Einlagensicherung für Geldmarktfonds

Bei der angekündigten Einlagensicherung für Geldmarktfonds geht es um ähnliche Garantien wie bei Sparbüchern und Girokonten. Sie solle die zuletzt massiv gestiegenen Abflüsse aus diesen Fonds begrenzen. Der Markt dieser Anlageform ist Expertenschätzungen zufolge mehrere Billionen Euro schwer. Anleger hatten ihr Geld aus Angst vor Wertverlusten in großem Stil abgezogen, obwohl diese Fonds bislang als vergleichsweise sicher gelten. Die Flucht auch aus diesen Papieren zeigt Marktbeobachtern zufolge das Ausmaß der Vertrauenskrise.

Ermittlungen gegen betrügerische Spekulationen eingeleitet

Wegen des Verdachts auf betrügerische Spekulationen im Zusammenhang mit dem jüngsten Kurssturz von Finanzaktien an der Wall Street leitete der US-Bundesstaat New York Ermittlungen ein. Es gehe dabei um den Verdacht der gezielten Verbreitung von "falschen Informationen und Gerüchten" mit dem Ziel, die Kurse bestimmter Aktien in den Keller zu treiben, sagte der New Yorker Justizminister Andrew Cuomo auf CNN.

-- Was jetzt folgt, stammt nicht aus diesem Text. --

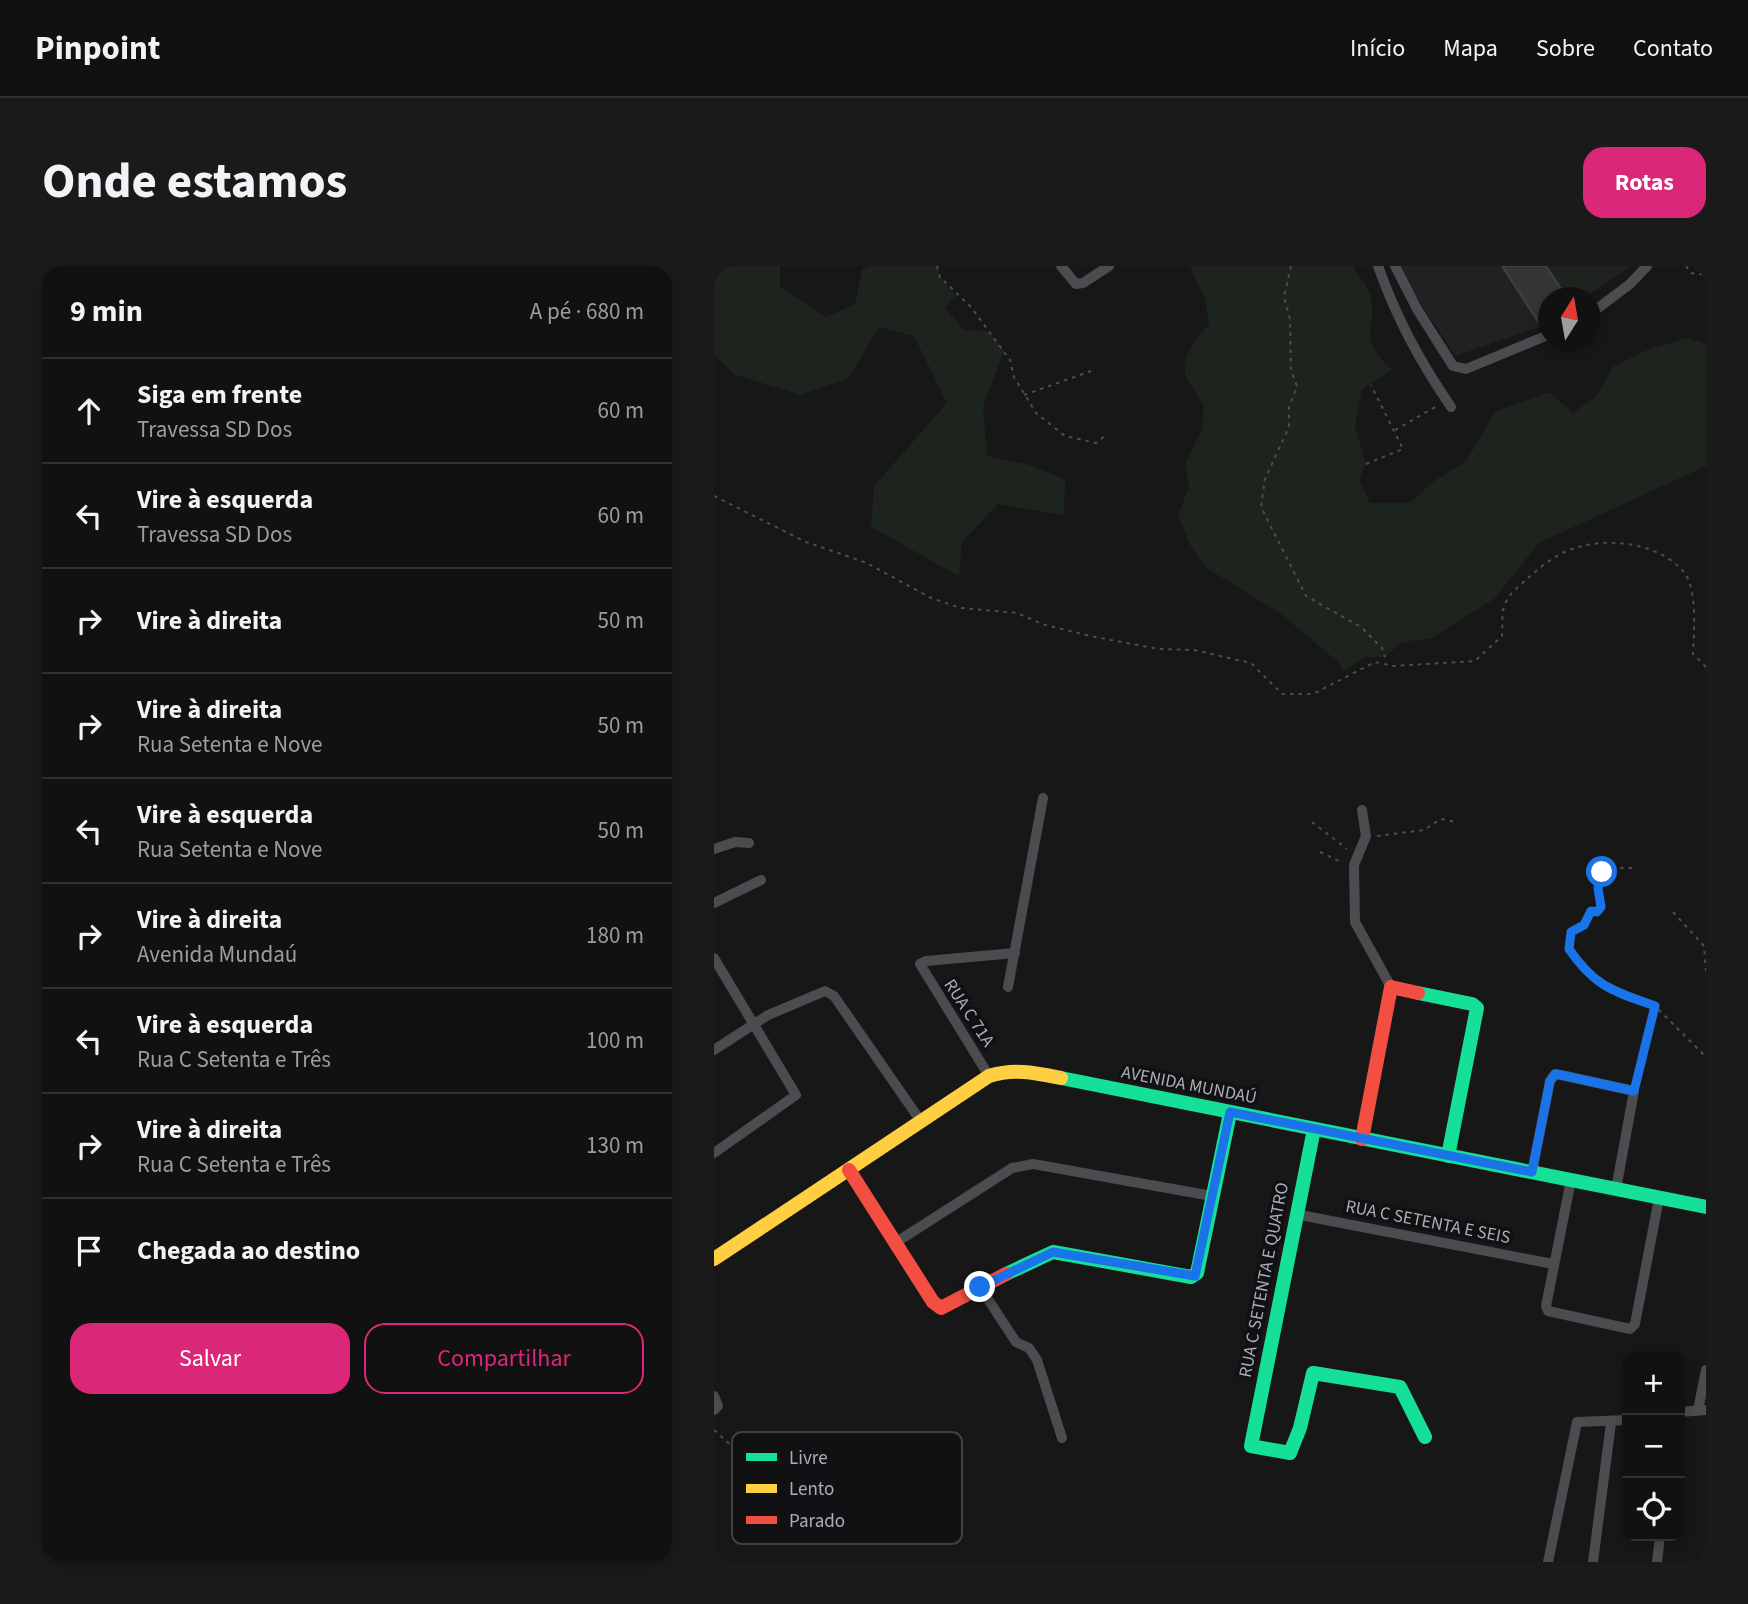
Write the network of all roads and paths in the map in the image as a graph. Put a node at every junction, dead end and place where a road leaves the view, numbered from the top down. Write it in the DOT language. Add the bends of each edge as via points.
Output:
graph roads {
  1 [pos="937,266"];
  2 [pos="1061,266"];
  3 [pos="1108,266"];
  4 [pos="1291,266"];
  5 [pos="1378,266"];
  6 [pos="1395,266"];
  7 [pos="1647,266"];
  8 [pos="1686,266"];
  9 [pos="1706,275"];
  10 [pos="1601,306"];
  11 [pos="1538,340"];
  12 [pos="1091,371"];
  13 [pos="1371,385"];
  14 [pos="1023,396"];
  15 [pos="1449,404"];
  16 [pos="1394,431"];
  17 [pos="1106,435"];
  18 [pos="1366,464"];
  19 [pos="714,496"];
  20 [pos="1384,657"];
  21 [pos="1706,667"];
  22 [pos="1044,798"];
  23 [pos="1362,810"];
  24 [pos="1312,821"];
  25 [pos="1456,822"];
  26 [pos="1366,836"];
  27 [pos="748,842"];
  28 [pos="714,849"];
  29 [pos="1320,852"];
  30 [pos="1358,853"];
  31 [pos="1354,865"];
  32 [pos="1632,868"];
  33 [pos="761,880"];
  34 [pos="714,902"];
  35 [pos="1673,912"];
  36 [pos="1015,953"];
  37 [pos="714,958"];
  38 [pos="1706,971"];
  39 [pos="1008,987"];
  40 [pos="1391,988"];
  41 [pos="1655,1006"];
  42 [pos="754,1023"];
  43 [pos="714,1050"];
  44 [pos="1706,1057"];
  45 [pos="989,1076"];
  46 [pos="1634,1091"];
  47 [pos="1230,1112"];
  48 [pos="920,1120"];
  49 [pos="1314,1129"];
  50 [pos="1362,1139"];
  51 [pos="714,1153"];
  52 [pos="1448,1156"];
  53 [pos="849,1170"];
  54 [pos="1532,1172"];
  55 [pos="1571,1180"];
  56 [pos="1616,1189"];
  57 [pos="1212,1196"];
  58 [pos="1659,1198"];
  59 [pos="1706,1207"];
  60 [pos="1295,1214"];
  61 [pos="895,1243"];
  62 [pos="714,1259"];
  63 [pos="1553,1264"];
  64 [pos="980,1287"];
  65 [pos="1706,1370"];
  66 [pos="714,1396"];
  67 [pos="714,1410"];
  68 [pos="1702,1410"];
  69 [pos="1622,1421"];
  70 [pos="1611,1423"];
  71 [pos="714,1430"];
  72 [pos="1425,1437"];
  73 [pos="1062,1438"];
  74 [pos="732,1446"];
  75 [pos="1659,1541"];
  76 [pos="1548,1562"];
  77 [pos="1593,1562"];
  78 [pos="1657,1562"];
  1 -- 14 [label="path" via="940,277 971,307 1010,360"];
  2 -- 3 [label="street" via="1076,284"];
  4 -- 20 [label="path" via="1284,297 1290,320 1290,371 1297,386 1289,407 1289,427 1265,479 1261,507 1306,597 1361,627 1382,648"];
  5 -- 15 [label="street" via="1397,319"];
  6 -- 11 [label="street" via="1453,366 1466,369"];
  7 -- 10 [label="street"];
  8 -- 9 [label="path" via="1691,273"];
  12 -- 14 [label="path"];
  13 -- 16 [label="path"];
  14 -- 17 [label="path" via="1065,436 1096,443"];
  15 -- 16 [label="path"];
  16 -- 18 [label="path" via="1403,449"];
  19 -- 21 [label="path" via="806,542 867,563 930,598 961,608 1017,613 1090,636 1251,663 1282,694 1313,694 1375,662 1394,666 1475,662 1502,636 1509,596 1554,558 1597,544 1635,545 1683,570 1695,621 1693,654"];
  22 -- 36 [label="street"];
  23 -- 26 [label="street"];
  24 -- 30 [label="path" via="1339,845"];
  25 -- 26 [label="path" via="1441,819 1424,830"];
  26 -- 30 [label="street"];
  27 -- 28 [label="street"];
  29 -- 31 [label="path"];
  30 -- 31 [label="street"];
  31 -- 40 [label="street" via="1355,922"];
  32 -- 41 [label="path" via="1602,872 1598,888 1601,907 1571,932 1569,949 1603,987"];
  33 -- 34 [label="street"];
  35 -- 38 [label="path" via="1704,946"];
  36 -- 39 [label="street"];
  36 -- 45 [label="street, RUA C 71A" via="920,964"];
  37 -- 42 [label="street"];
  40 -- 50 [label="street"];
  40 -- 52 [label="street" via="1478,1007"];
  41 -- 44 [label="path"];
  41 -- 46 [label="path"];
  42 -- 43 [label="street"];
  42 -- 48 [label="street" via="825,990 834,996"];
  42 -- 51 [label="street" via="796,1095"];
  45 -- 47 [label="street, AVENIDA MUNDAÚ" via="1024,1072"];
  45 -- 48 [label="street, AVENIDA MUNDAÚ"];
  46 -- 54 [label="street" via="1555,1074"];
  46 -- 56 [label="street"];
  47 -- 49 [label="street, AVENIDA MUNDAÚ"];
  47 -- 57 [label="street"];
  48 -- 53 [label="street, AVENIDA MUNDAÚ"];
  49 -- 50 [label="street, AVENIDA MUNDAÚ"];
  49 -- 60 [label="street, RUA C SETENTA E QUATRO"];
  50 -- 52 [label="street, AVENIDA MUNDAÚ"];
  52 -- 54 [label="street, AVENIDA MUNDAÚ"];
  53 -- 61 [label="street"];
  53 -- 62 [label="street, AVENIDA MUNDAÚ"];
  54 -- 55 [label="street, AVENIDA MUNDAÚ"];
  55 -- 56 [label="street, AVENIDA MUNDAÚ"];
  55 -- 63 [label="street"];
  56 -- 58 [label="street, AVENIDA MUNDAÚ"];
  57 -- 61 [label="street" via="1033,1164 1012,1168"];
  57 -- 64 [label="street" via="1195,1276 1053,1252"];
  58 -- 59 [label="street, AVENIDA MUNDAÚ"];
  58 -- 63 [label="street" via="1633,1328 1548,1311"];
  60 -- 63 [label="street, RUA C SETENTA E SEIS"];
  60 -- 72 [label="street, RUA C SETENTA E QUATRO" via="1251,1446 1290,1453 1312,1373 1400,1387"];
  61 -- 64 [label="street" via="941,1308"];
  64 -- 73 [label="street" via="1016,1342 1029,1348 1037,1360"];
  65 -- 68 [label="street"];
  66 -- 67 [label="street" via="718,1406"];
  69 -- 70 [label="street"];
  70 -- 76 [label="street" via="1586,1419 1576,1426"];
  70 -- 77 [label="street"];
  71 -- 74 [label="path"];
  75 -- 78 [label="street"];
}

Bestimmte Börsenwetten nun verboten

Wegen der Turbulenzen auf den Finanzmärkten haben Aufsichtsbehörden in den USA und Großbritannien am Freitag bestimmte Börsenwetten auf fallende Kurse befristet verboten. Die US-Börsenaufsicht SEC untersagte ab sofort die umstrittenen Aktiengeschäfte, sogenannte Leerverkäufe, für knapp 800 Titel der Finanzbranche. Die britische Finanzaufsicht (FSA) verbot bis zum 16. Januar sämtliche Optionsgeschäfte. "Wir betrachten Optionsgeschäfte weiterhin als legitime Investitionstechnik unter normalen Marktbedingungen", erklärte FSA-Chef Hector Sands in London. Doch die gegenwärtige "extreme Lage" führe zu chaotischen Zuständen auf den Märkten. Daher sei die Entscheidung zum Verbot der Optionsgeschäfte getroffen worden, "um uns gegen weitere Instabilität auf dem Finanzsektor zu verwahren".

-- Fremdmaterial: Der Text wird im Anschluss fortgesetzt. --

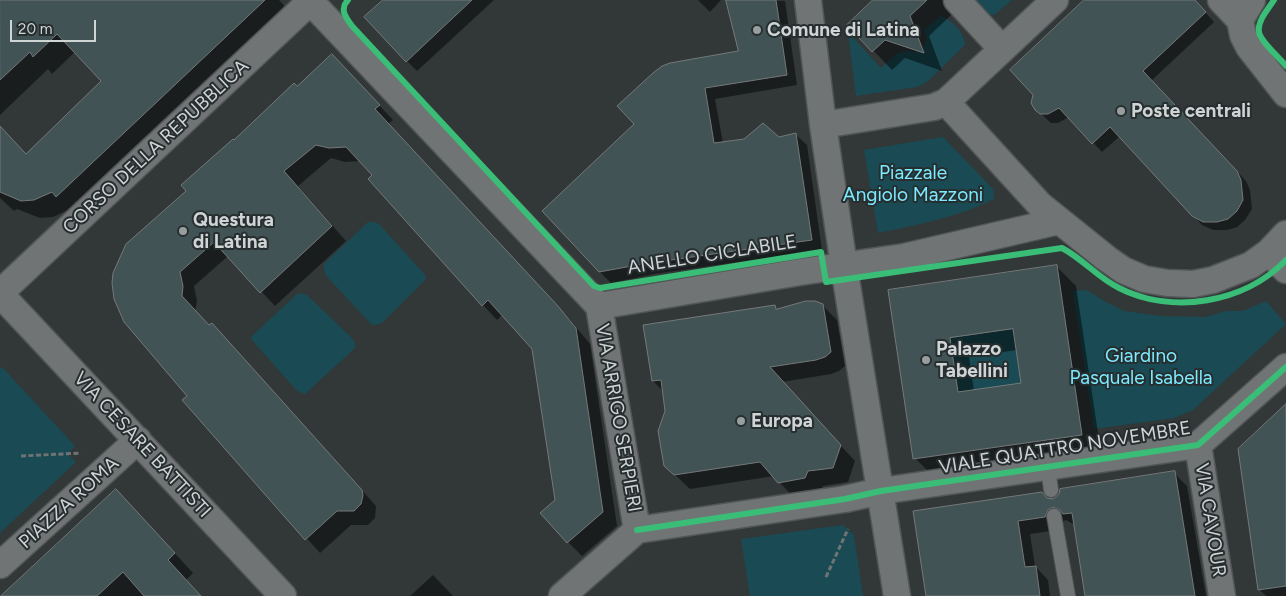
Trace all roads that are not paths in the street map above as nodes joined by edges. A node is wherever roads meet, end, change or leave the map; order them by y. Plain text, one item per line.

Wertpapierschützer begrüßen Rettungspaket

Die Deutsche Schutzvereinigung für Wertpapierbesitz (DSW) hat das geplante Rettungspaket der US- Regierung und das Verbot einiger Börsenwetten in den USA und Großbritannien begrüßt. "Erste Priorität hat jetzt die Stabilisierung der Märkte", sagte DSW-Hauptgeschäftsführer Ulrich Hocker. Das befristete Verbot für bestimmte Leerverkäufe zeige bereits Wirkung am Markt.